> **The problem**: How many lines of the entries below include the word "paths"? Answer with the number alone.

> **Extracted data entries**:
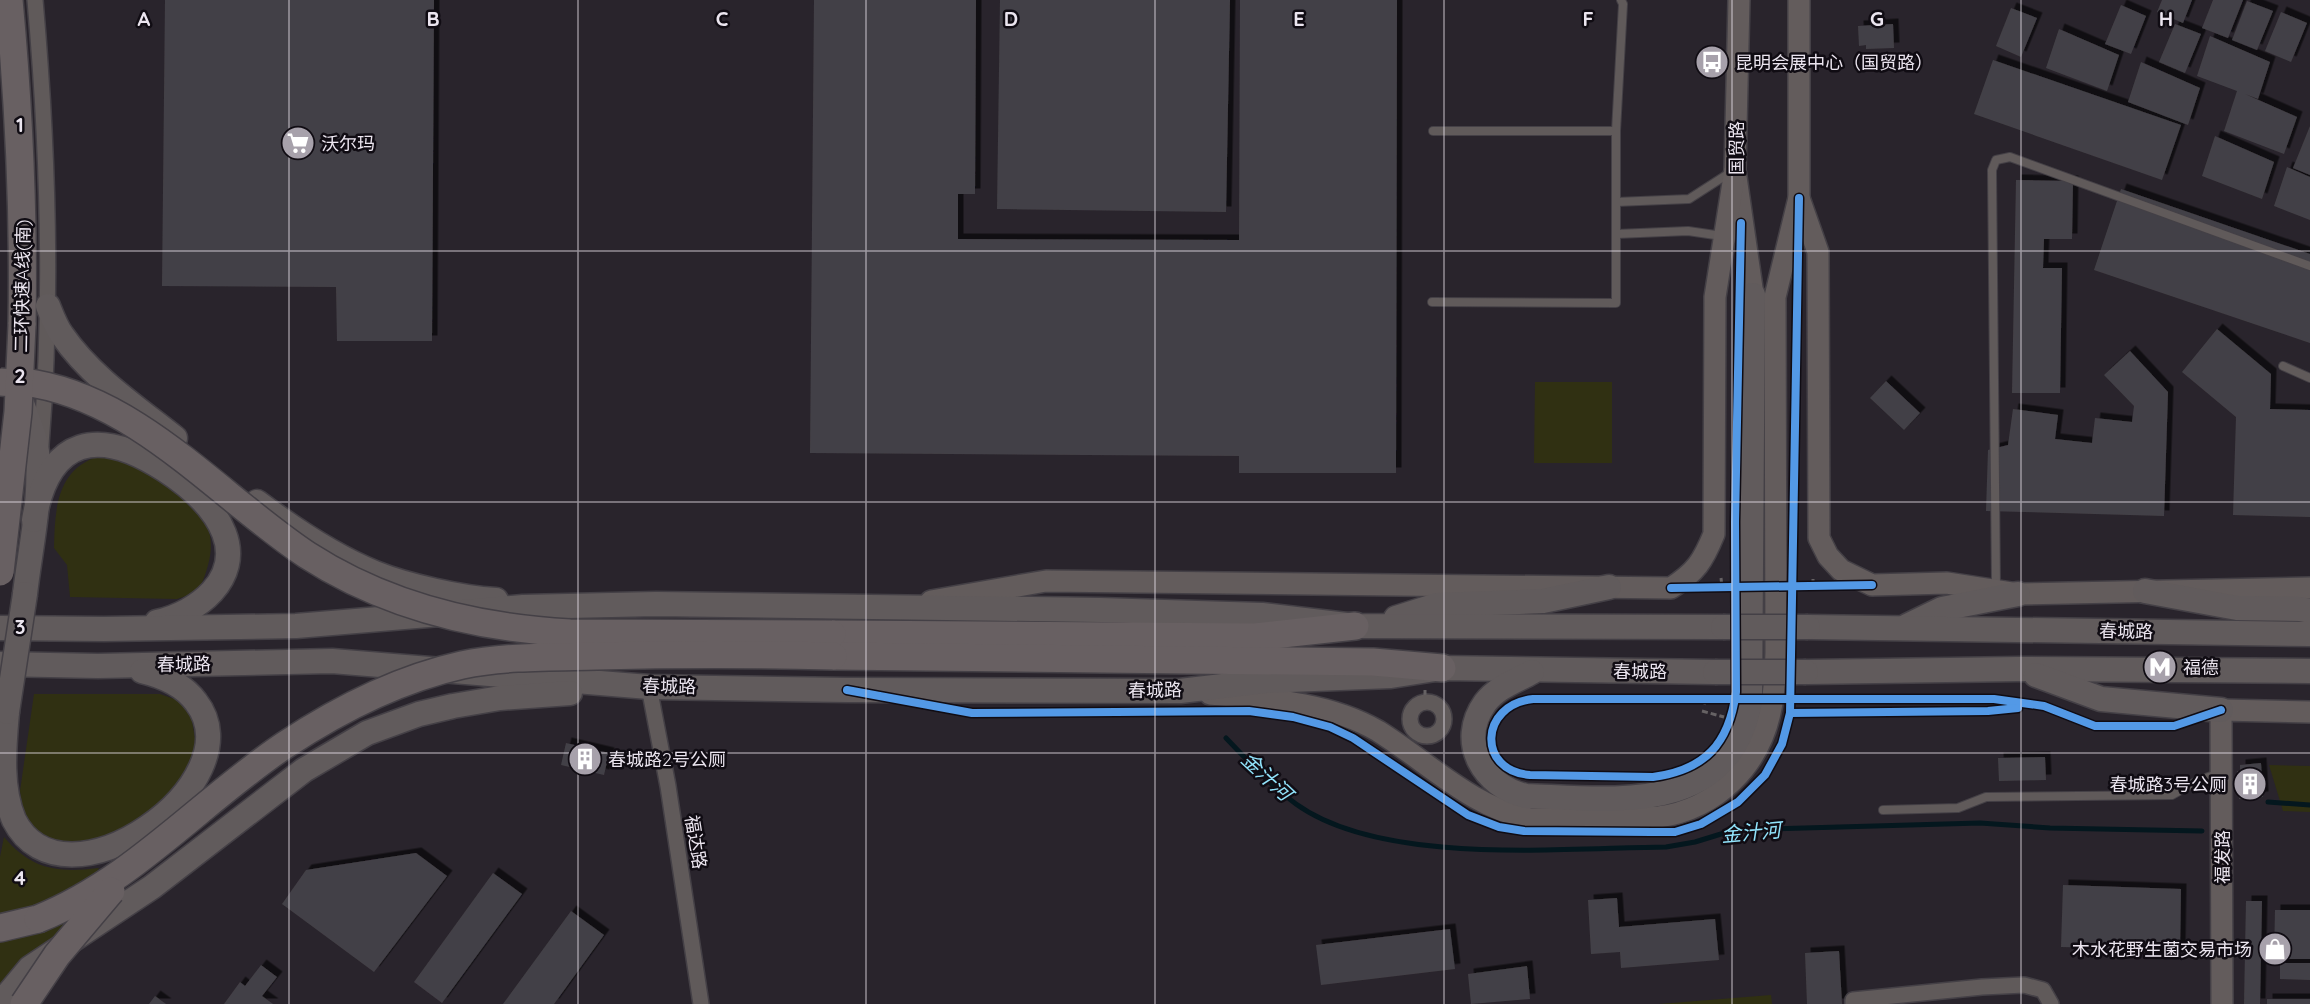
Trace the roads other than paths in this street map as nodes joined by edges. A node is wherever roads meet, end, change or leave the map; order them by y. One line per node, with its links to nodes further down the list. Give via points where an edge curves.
1 (4, 0): 18 (main road, via 16,185)
2 (9, 0): 24 (highway, 二环快速A线(南), bridge, via 18,111 23,271 18,412)
3 (35, 0): 17 (street, via 45,149)
4 (1621, 0): 8 (lane)
5 (1739, 0): 9 (main road, 国贸路)
6 (1799, 0): 10 (main road)
7 (1433, 131): 8 (lane)
8 (1616, 131): 11 (lane)
9 (1735, 170): 11 (lane, via 1689,199); 13 (main road); 15 (main road, 国贸路)
10 (1799, 198): 28 (main road, via 1818,252 1818,517 1819,538 1828,556 1841,570 1872,585 1947,583); 45 (main road, via 1775,297 1774,692 1765,733 1756,752 1714,797 1679,814 1659,817 1552,819 1513,815 1481,801 1376,730 1325,709 1279,700)
11 (1616, 202): 12 (lane)
12 (1616, 234): 13 (lane, via 1688,231); 16 (lane, via 1616,303)
13 (1725, 236): 25 (main road, via 1715,297 1714,534 1697,568 1671,588)
14 (2310, 266): 28 (lane, via 2010,157 1996,160 1992,170)
15 (1753, 295): 41 (main road, via 1750,701 1738,741 1714,771 1676,791 1626,798 1512,793 1492,780 1479,760 1474,737 1476,725 1485,703 1493,695)
16 (1432, 302)
17 (48, 306): 22 (street); 29 (main road, via 69,344 117,393 274,515 347,560 377,574 426,588 484,599)
18 (16, 325): 22 (main road, via 17,381 36,446 38,487); 23 (main road)
19 (2283, 366): 20 (lane)
20 (2310, 378)
21 (0, 382): 37 (highway, bridge, via 36,384 124,418 308,555 367,588 431,611 531,630)
22 (34, 520): 35 (main road, via 38,498 53,467 63,456 99,444 123,448 162,468 187,487 218,521 228,559 217,587 206,600 167,620); 47 (main road, bridge)
23 (0, 528)
24 (0, 572)
25 (1609, 587): 30 (main road, via 1047,581); 32 (main road, via 1543,601 1437,605)
26 (2310, 588): 27 (main road)
27 (2145, 591): 28 (main road); 31 (main road, via 2237,608)
28 (2007, 592): 34 (main road, via 1942,609)
29 (645, 605): 30 (main road, 春城路); 35 (main road, 春城路, via 523,607 297,627)
30 (902, 606): 32 (main road, 春城路, via 1262,615)
31 (2310, 611)
32 (1366, 626): 34 (main road, 春城路, bridge); 37 (highway, via 1255,638)
33 (0, 628): 35 (main road, 春城路)
34 (1902, 628): 36 (main road, 春城路)
35 (104, 630)
36 (2310, 634)
37 (832, 645): 43 (highway, via 1373,662); 53 (highway, bridge, via 486,661 438,671 362,702 303,734 242,776)
38 (0, 664): 39 (main road, 春城路)
39 (98, 666): 44 (main road, 春城路, via 332,661); 47 (main road, via 129,668 175,683 190,694 207,723 208,752 195,778 160,817 130,838 89,853 59,854 45,851 22,833 10,808 4,775)
40 (2019, 669): 41 (main road, 春城路, bridge); 42 (main road, 春城路); 46 (main road, via 2101,699)
41 (1536, 670): 43 (main road, 春城路)
42 (2310, 671)
43 (1431, 686): 45 (main road, 春城路, via 1391,676 1264,681)
44 (649, 687): 45 (main road, 春城路); 55 (main road, via 500,698 419,714 367,733 304,770 167,877 39,962); 57 (street, 福达路)
45 (1180, 691)
46 (2221, 710): 48 (main road); 51 (main road, 福发路)
47 (7, 712): 49 (main road); 50 (street)
48 (2310, 712)
49 (0, 747)
50 (0, 758)
51 (2221, 773): 52 (lane, via 2172,795 1986,797 1958,808); 60 (main road, 福发路)
52 (1883, 810)
53 (167, 837): 54 (highway, bridge, via 124,872 79,900 38,919); 56 (highway, bridge, via 96,907 57,954)
54 (0, 928)
55 (0, 1004)
56 (24, 1004)
57 (701, 1004)
58 (1853, 1004): 59 (street, via 1853,1000 2024,985 2043,990)
59 (2052, 1004)
60 (2222, 1004)

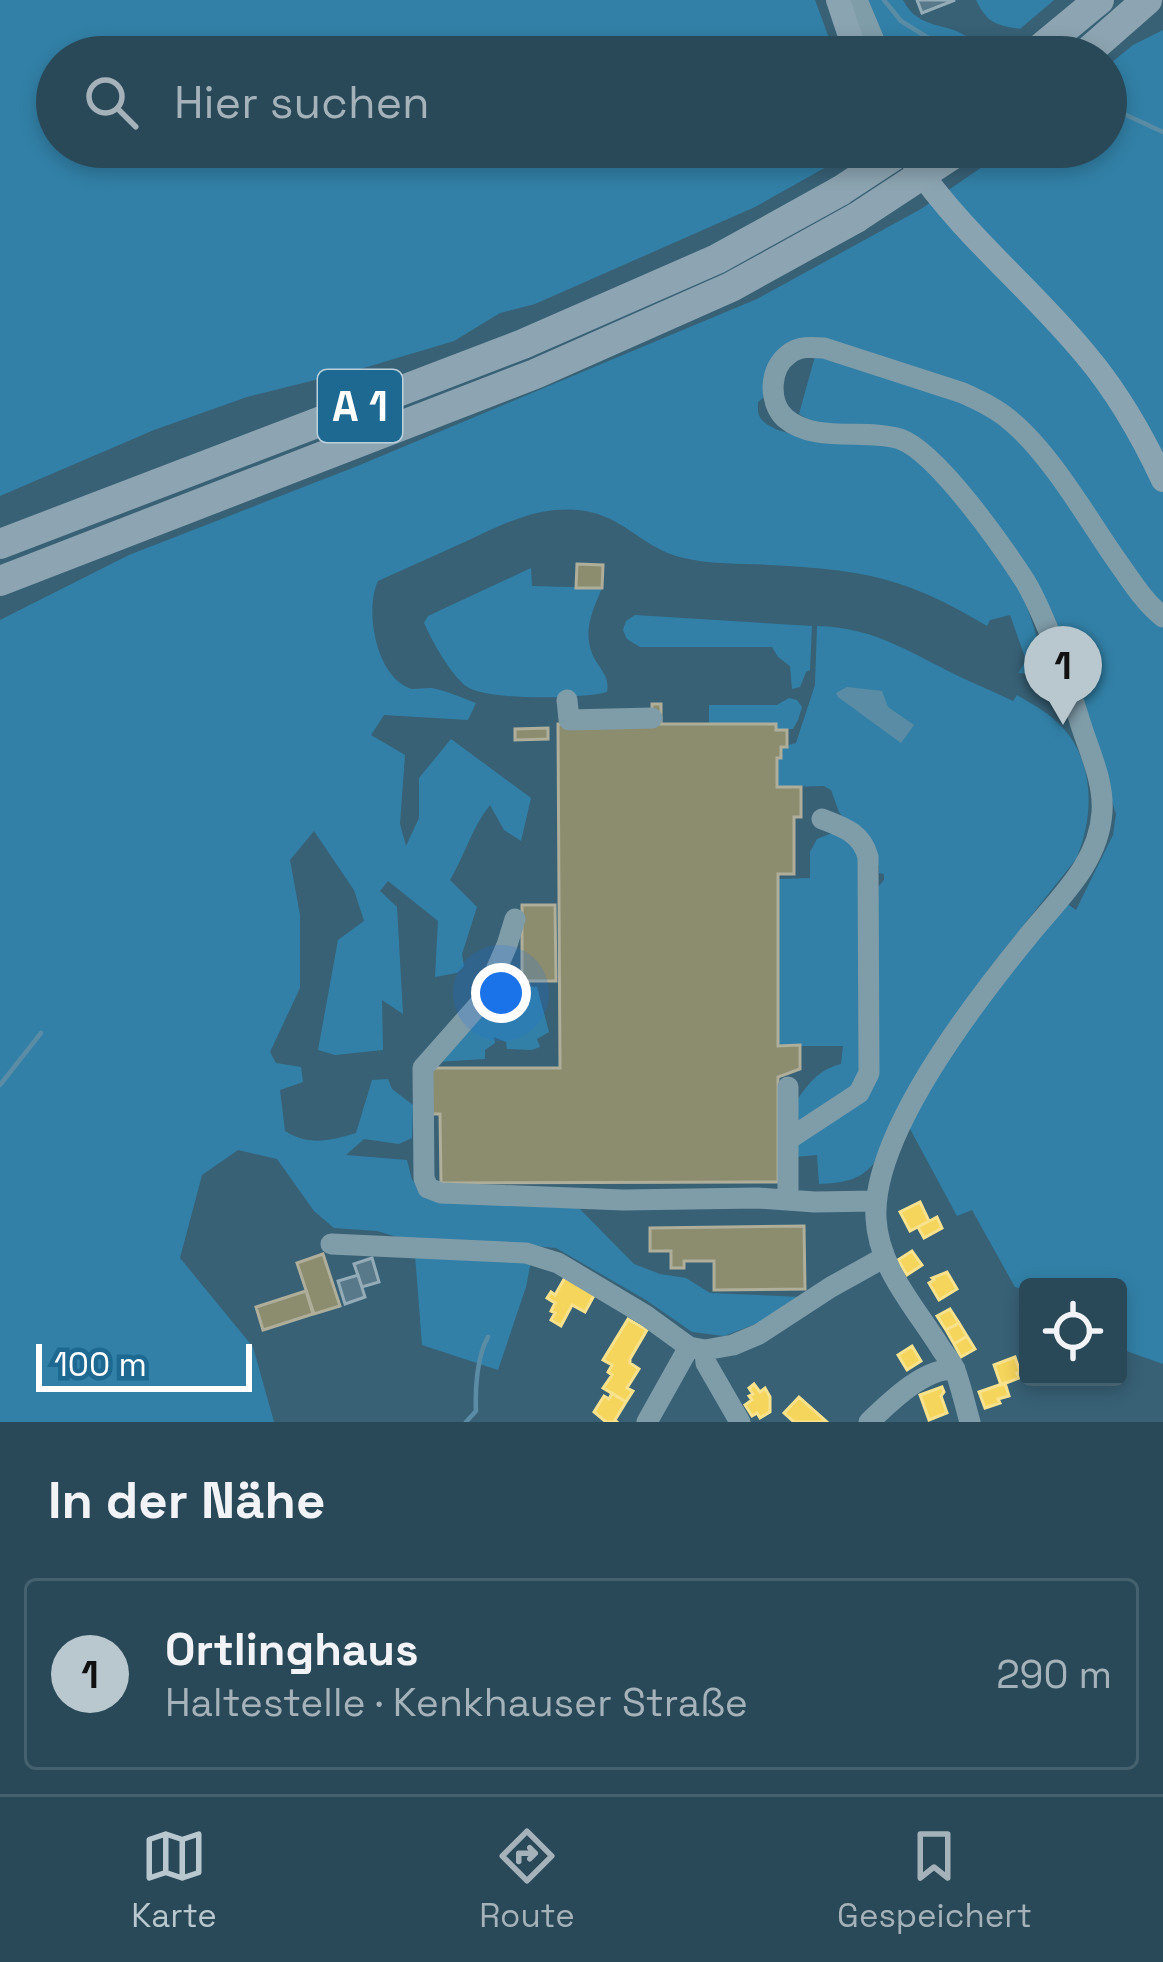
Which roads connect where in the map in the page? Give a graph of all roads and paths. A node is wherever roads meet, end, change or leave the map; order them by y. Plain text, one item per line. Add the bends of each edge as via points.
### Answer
1 (838, 0) edge
2 (857, 0) edge
3 (1099, 0) edge
4 (1147, 0) edge
5 (1163, 8) edge
6 (1077, 11) edge
7 (849, 36) edge
8 (872, 36) edge
9 (1051, 36) edge
10 (1106, 36) edge
11 (1127, 36) edge
12 (873, 168) edge
13 (918, 168) edge
14 (932, 168) edge
15 (1163, 480) edge
16 (0, 544) edge
17 (0, 581) edge
18 (1163, 616) edge
19 (567, 700) dead end
20 (652, 718) dead end
21 (822, 819) dead end
22 (515, 919) dead end
23 (788, 1087) dead end
24 (789, 1139) junction
25 (788, 1200) junction
26 (876, 1201) junction
27 (332, 1244) dead end
28 (884, 1257) junction
29 (697, 1349) junction
30 (955, 1370) junction
31 (647, 1422) edge
32 (740, 1422) edge
33 (869, 1422) edge
34 (970, 1422) edge

1 - 7 main road
2 - 8 street
3 - 6 highway
4 - 10 highway
5 - 11 highway
6 - 9 highway
12 - 16 highway, A 1, bridge via 717,259 523,344
13 - 15 main road via 1096,367
14 - 17 highway, A 1, bridge via 731,287 535,374
18 - 26 street via 1011,420 963,393 824,348 803,347 780,364 772,388 783,416 817,431 912,444 1003,550 1054,643 1102,790 1100,828 1082,871 928,1075 892,1145
19 - 20 street via 568,720
21 - 24 street via 857,836 867,851 869,1072 859,1093
22 - 25 street via 483,1000 423,1068 428,1188
23 - 24 street
24 - 25 street
25 - 26 street
26 - 28 street
27 - 29 street via 526,1253 558,1263
28 - 29 street via 760,1334
28 - 30 street
29 - 31 street
29 - 32 street
30 - 33 street via 940,1369
30 - 34 street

> **Written solution**: 2